A couple of weeks ago I was contacted by one of my colleagues in the music technology publishing world. It seems an editor at Hal Leonard had contacted him and asked if he’d be interested in writing a book on one of the hot music software products. During their conversation, the HL guy had referred to one of my books, Power Tools for Synthesizer Programming, as the type of thing they were looking for.
I was flattered, of course. But you can’t take flattery to the bank. And flattery is just about all Hal Leonard is good for, in my experience. Given the utterly abysmal sales figures they report to me on that book, I can interpret their interest in adding another book like it to their catalog in one of two ways: Either they’re a bunch of clueless bunglers who have no idea how to make a profit on books, or the sales figures they report to me are bullshit.

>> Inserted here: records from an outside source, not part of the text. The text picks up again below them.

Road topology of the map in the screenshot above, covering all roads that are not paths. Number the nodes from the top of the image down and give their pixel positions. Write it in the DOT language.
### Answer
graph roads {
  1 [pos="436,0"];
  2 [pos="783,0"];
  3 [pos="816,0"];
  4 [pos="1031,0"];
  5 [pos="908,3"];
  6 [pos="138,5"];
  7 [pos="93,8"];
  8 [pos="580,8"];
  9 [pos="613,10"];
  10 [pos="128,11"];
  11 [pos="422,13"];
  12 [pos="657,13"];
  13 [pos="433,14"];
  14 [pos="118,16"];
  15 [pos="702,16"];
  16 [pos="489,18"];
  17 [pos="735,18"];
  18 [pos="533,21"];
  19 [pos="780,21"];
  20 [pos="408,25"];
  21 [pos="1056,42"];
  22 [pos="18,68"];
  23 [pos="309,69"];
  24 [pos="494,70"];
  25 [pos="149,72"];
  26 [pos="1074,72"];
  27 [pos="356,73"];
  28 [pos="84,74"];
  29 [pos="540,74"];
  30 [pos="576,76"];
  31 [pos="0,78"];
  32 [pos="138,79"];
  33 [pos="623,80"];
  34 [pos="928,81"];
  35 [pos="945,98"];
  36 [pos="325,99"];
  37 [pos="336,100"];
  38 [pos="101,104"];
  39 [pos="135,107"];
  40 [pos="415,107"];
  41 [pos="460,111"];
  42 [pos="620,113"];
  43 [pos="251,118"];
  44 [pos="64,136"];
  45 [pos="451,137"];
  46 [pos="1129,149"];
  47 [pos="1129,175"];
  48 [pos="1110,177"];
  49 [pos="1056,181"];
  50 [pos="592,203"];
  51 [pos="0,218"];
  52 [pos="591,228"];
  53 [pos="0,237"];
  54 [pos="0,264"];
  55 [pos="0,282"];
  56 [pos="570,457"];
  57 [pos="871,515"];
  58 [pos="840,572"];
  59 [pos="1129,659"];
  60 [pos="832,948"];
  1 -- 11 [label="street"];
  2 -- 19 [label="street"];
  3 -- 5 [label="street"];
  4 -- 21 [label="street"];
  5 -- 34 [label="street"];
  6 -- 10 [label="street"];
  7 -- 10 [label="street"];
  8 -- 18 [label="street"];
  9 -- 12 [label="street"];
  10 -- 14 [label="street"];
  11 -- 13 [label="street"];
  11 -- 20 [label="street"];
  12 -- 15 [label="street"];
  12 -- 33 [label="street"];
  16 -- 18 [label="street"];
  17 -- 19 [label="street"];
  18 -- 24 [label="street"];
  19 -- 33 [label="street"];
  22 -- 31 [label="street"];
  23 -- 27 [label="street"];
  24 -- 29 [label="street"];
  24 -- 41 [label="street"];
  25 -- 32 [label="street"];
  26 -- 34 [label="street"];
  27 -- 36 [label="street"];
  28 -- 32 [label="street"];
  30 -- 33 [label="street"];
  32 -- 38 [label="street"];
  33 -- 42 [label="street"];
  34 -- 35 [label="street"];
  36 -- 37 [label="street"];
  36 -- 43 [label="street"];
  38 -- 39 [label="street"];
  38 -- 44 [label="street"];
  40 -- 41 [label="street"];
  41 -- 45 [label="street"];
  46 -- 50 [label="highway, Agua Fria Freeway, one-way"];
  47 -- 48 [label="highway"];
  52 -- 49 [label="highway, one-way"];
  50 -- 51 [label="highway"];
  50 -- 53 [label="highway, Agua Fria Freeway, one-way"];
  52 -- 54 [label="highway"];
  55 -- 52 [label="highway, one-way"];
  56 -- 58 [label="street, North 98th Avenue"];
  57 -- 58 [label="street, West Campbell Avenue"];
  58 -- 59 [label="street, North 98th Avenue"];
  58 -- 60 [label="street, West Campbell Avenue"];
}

I suppose you could make a case for a third interpretation, which is that they’re looking for a book that is as technically authoritative as mine, but they expect to sell more copies of it because the proposed title would be on a hot topic. That could be true. On the other hand, a synthesizer programming book has a much longer shelf life than a book on version N of a specific product, because the latter book will be obsolete in a year, when the next version appears. My book has been in print for close to five years now … and it still hasn’t earned out its advance.
To fill in the background a bit, I didn’t write Synthesizer Programming for Hal Leonard. I wrote it for a company called Backbeat Books. When Backbeat went on the auction block and was picked up by HL, both of my Backbeat titles became part of the HL catalog.
My hope, when that happened, was that HL’s greater market penetration would improve my sales figures. On the contrary: The already low numbers reported by Backbeat fell straight through the floor after HL took over. They had to have paid out a tidy sum to acquire Backbeat, so you’d think they’d turn around and market the existing Backbeat catalog. That would be the only sensible way to recoup their investment, and the earnings would fall straight through to the bottom line, since there would be no up-front development costs for the existing books. So the precipitous decline in reported sales of Backbeat titles after the HL takeover is not easy to understand.
But that’s all water under the bridge. I suggested to my friend that because future royalties are so very uncertain, I would tend to look at a book contract in the music technology field as basically a buy-out. The publisher offers you an advance, and that’s all the money you can rely on seeing.
The advances Hal Leonard offers (and a year or two ago they asked me to write a book on the same topic, so I know whereof I speak) are in the $5,000 range. For a 50,000-word book, that’s ten cents a word. Even in these hard times, the music magazines pay at two or three times that rate. So a book offer is pretty much the bottom of the barrel in terms of what you’ll earn.
There are reasons to want to write a book for a company like Hal Leonard. Maybe you’re young and are trying to make a name for yourself in the field. Maybe you can do it quickly by repackaging material you already have on your hard drive. Or maybe you work for a manufacturer who will subsidize part of your labor by letting you do it on company time, in order to have the book out there publicizing and supporting their product.
If none of those considerations applies, I’d advise against running up your phone bill returning the publisher’s calls, because the economics of book publishing — in the music technology field, at least — are such that you can’t expect to make anything like decent money writing the book.
This is very sad, because musicians still need good, solid, high-quality information on how to use the technology. But for some reason the book publishers don’t seem to be set up to provide that information. The way their deals are structured, they’re going to attract mostly writers who are not too well qualified.
There are happy exceptions, of course — excellent authors who care about their subject matter and their readers, and are either hungry enough or wealthy enough not to look at the deal by comparing the amount of return to the amount of work that will be required. But when people like my colleague and I opt out of the book-writing game because the money is so inadequate, it’s hard to see how a publisher is going to sustain a line of high-quality books.
If somebody would put $12,000 on the table, I’d write another music technology book. Heck, I’d write a series of them! But I’m not holding my breath.